Task description
From the entries below, count the lines with "junction". Write only the count.
──────── Task data ────────
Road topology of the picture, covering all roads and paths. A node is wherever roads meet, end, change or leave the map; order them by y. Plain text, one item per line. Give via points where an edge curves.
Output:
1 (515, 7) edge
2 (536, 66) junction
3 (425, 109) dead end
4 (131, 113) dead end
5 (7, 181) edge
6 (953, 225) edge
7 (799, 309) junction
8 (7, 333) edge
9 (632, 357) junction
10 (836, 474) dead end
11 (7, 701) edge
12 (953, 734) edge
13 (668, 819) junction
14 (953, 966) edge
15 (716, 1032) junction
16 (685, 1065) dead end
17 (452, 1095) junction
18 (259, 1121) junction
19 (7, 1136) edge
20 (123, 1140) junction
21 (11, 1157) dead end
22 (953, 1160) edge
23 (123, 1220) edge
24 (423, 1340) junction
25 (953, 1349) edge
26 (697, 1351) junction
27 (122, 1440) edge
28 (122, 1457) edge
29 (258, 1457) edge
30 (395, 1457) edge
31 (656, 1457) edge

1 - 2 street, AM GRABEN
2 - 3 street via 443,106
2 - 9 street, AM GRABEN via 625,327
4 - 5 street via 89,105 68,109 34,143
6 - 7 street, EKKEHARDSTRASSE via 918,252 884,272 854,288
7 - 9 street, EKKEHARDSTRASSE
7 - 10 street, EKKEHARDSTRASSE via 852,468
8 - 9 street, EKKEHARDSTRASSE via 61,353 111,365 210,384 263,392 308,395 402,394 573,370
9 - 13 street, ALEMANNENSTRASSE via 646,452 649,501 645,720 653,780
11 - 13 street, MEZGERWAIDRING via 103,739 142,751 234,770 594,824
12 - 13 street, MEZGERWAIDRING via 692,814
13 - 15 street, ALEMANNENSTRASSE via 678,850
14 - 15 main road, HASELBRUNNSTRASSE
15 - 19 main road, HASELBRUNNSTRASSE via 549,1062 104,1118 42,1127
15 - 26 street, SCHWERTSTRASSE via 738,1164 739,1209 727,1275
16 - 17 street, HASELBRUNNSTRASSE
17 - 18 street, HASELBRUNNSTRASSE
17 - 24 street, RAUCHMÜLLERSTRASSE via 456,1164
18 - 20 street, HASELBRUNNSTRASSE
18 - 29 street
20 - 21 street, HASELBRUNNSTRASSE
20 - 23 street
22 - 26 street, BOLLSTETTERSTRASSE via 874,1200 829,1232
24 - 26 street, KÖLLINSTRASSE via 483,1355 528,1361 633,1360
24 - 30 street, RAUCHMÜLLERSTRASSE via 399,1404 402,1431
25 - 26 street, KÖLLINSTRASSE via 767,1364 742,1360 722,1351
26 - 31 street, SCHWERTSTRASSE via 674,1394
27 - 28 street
────────
Finished exercise
10